Australian Local Government Association

Website Rebuild with Large-Scale Content Migration

Overview

As part of a full rebrand, ALGA needed a new website that better reflected their identity and made their extensive archive of content easier to access and manage. The existing site had technical limitations, and the migration involved thousands of posts, many with complex categorisation.

My Role

I led the development of the new website, from early planning and backend structuring through to build and launch. I also handled the full content migration, structured the CMS for clarity and ease of use, and worked with stakeholders to align priorities and streamlined around real editorial workflows.

The Approach

We started with a card-sorting session and planning workshops to define user journeys, key content types, and site navigation. Based on this, I created a content structure that made the backend intuitive, using clearly labelled field groups and layouts tailored to their publishing needs with flexibility for future growth.
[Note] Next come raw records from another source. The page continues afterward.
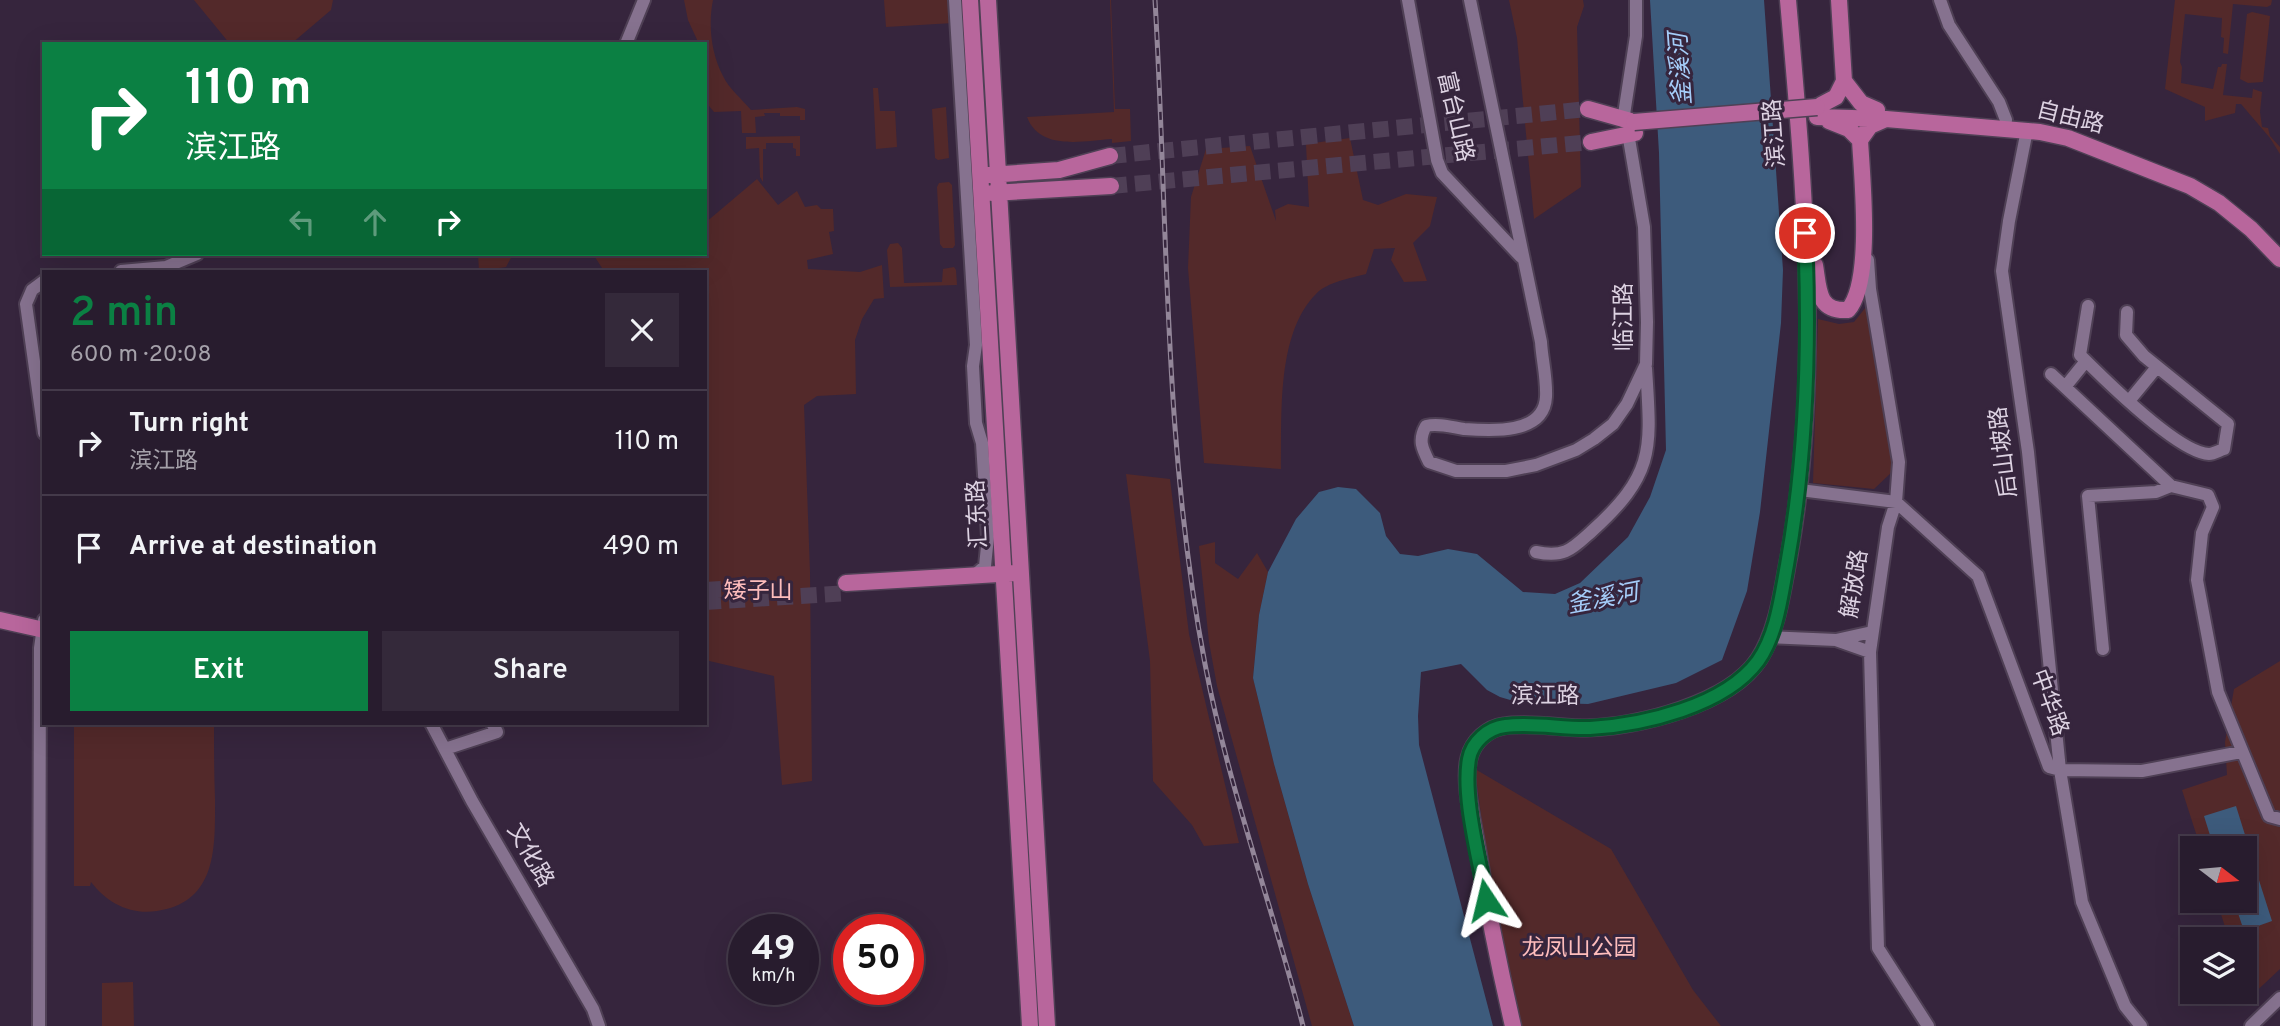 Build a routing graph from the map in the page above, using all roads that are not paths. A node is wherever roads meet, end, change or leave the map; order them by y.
1 (644, 0) edge
2 (955, 0) edge
3 (970, 0) edge
4 (988, 0) edge
5 (1408, 0) edge
6 (1470, 0) edge
7 (1636, 0) edge
8 (1788, 0) edge
9 (1839, 0) edge
10 (1940, 0) edge
11 (627, 42) edge
12 (1844, 81) junction
13 (1588, 108) tunnel mouth
14 (1817, 112) junction
15 (1881, 114) junction
16 (2006, 120) junction
17 (1630, 127) junction
18 (2028, 131) junction
19 (1860, 140) junction
20 (1591, 142) tunnel mouth
21 (998, 174) junction
22 (981, 176) junction
23 (1000, 193) junction
24 (983, 194) junction
25 (1865, 218) junction
26 (1805, 233) junction
27 (2280, 244) edge
28 (192, 256) edge
29 (1521, 257) junction
30 (2280, 259) edge
31 (132, 270) edge
32 (42, 282) edge
33 (2088, 306) dead end
34 (2127, 312) dead end
35 (2087, 361) junction
36 (1646, 364) junction
37 (2157, 367) junction
38 (2051, 374) dead end
39 (2065, 387) junction
40 (2129, 401) junction
41 (42, 419) edge
42 (2171, 486) junction
43 (1800, 490) junction
44 (1896, 502) junction
45 (1536, 552) dead end
46 (975, 575) junction
47 (1014, 578) junction
48 (0, 611) edge
49 (0, 620) edge
50 (42, 626) edge
51 (42, 627) edge
52 (1872, 632) junction
53 (42, 634) edge
54 (1769, 637) junction
55 (1836, 640) junction
56 (2103, 649) dead end
57 (1870, 652) junction
58 (432, 725) edge
59 (493, 725) edge
60 (445, 749) junction
61 (2241, 752) junction
62 (2060, 770) junction
63 (2280, 819) edge
64 (2280, 998) edge
65 (39, 1026) edge
66 (599, 1026) edge
67 (1030, 1026) edge
68 (1046, 1026) edge
69 (1506, 1026) edge
70 (1513, 1026) edge
71 (1927, 1026) edge
72 (2141, 1026) edge
73 (2251, 1026) edge

1 - 11 street
2 - 46 street
3 - 22 main road, 汇东路
4 - 21 main road, 汇东路
5 - 29 street, 富台山路
6 - 29 street
7 - 17 street, 临江路
8 - 26 main road, 滨江路
9 - 12 main road
10 - 16 street
12 - 14 main road
12 - 15 main road
13 - 17 main road
14 - 15 main road, 自由路
14 - 17 main road, 自由路, bridge
14 - 19 main road
15 - 16 main road, 自由路
15 - 18 main road, 自由路
15 - 19 main road
16 - 27 main road, 自由路
17 - 20 main road, 自由路
17 - 36 street, 临江路
18 - 30 main road, 自由路
18 - 62 street, 后山坡路
19 - 25 main road, 解放路
21 - 22 main road
21 - 23 main road, 汇东路
21 - 23 main road
22 - 24 main road, 汇东路
23 - 24 main road
23 - 47 main road, 汇东路
24 - 47 main road, 汇东路
25 - 26 main road
25 - 44 street, 解放路
26 - 43 main road, 滨江路
28 - 31 street
29 - 36 street, 临江路
32 - 41 street
33 - 35 street
34 - 37 street
35 - 39 street
35 - 40 street
36 - 45 street
37 - 40 street
37 - 40 street
38 - 39 street
39 - 42 street
42 - 56 street
42 - 61 street
43 - 44 street
43 - 54 main road, 滨江路
44 - 52 street, 解放路
44 - 62 street, 中华路
46 - 47 main road
46 - 47 main road
47 - 67 main road, 汇东路
47 - 68 main road, 汇东路
48 - 50 main road
49 - 51 main road
52 - 55 street
52 - 57 street, 解放路
53 - 65 street
54 - 55 street
54 - 69 main road, 滨江路
54 - 70 main road, 滨江路
55 - 57 street
57 - 71 street, 解放路
58 - 60 street, 文化路
59 - 60 street
60 - 66 street, 文化路
61 - 62 street, 中华路
61 - 63 street
62 - 72 street, 后山坡路
64 - 73 street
Key development steps included:

  • Exporting and cleaning over 3,000 posts from the legacy site
  • Mapping legacy content into structured ACF fields and automating migration process
  • Simplifying the editorial experience with locked-down layouts and carefully defined field groups
  • Developing 20 unique page layouts & templates
  • Implementing display logic to prevent duplicate content on listing pages when posts belonged to multiple categories
  • Creating a flexible but controlled taxonomy structure to support filtering and categorisation
  • Rebuilding the front end from the ground up based on detailed design mockups created by our in-house designer, aligned with ALGA’s new visual identity
  • Developing a custom interactive map, allowing users to click or hover on states to view information

The Outcome

The new ALGA website is faster, easier to navigate, and significantly more maintainable. Editors can update content confidently without risk of breaking layouts, and key categories such as news, media releases, and statements are clearly structured for both users and staff. The new setup supports a large archive and ongoing publishing needs while remaining easy to manage.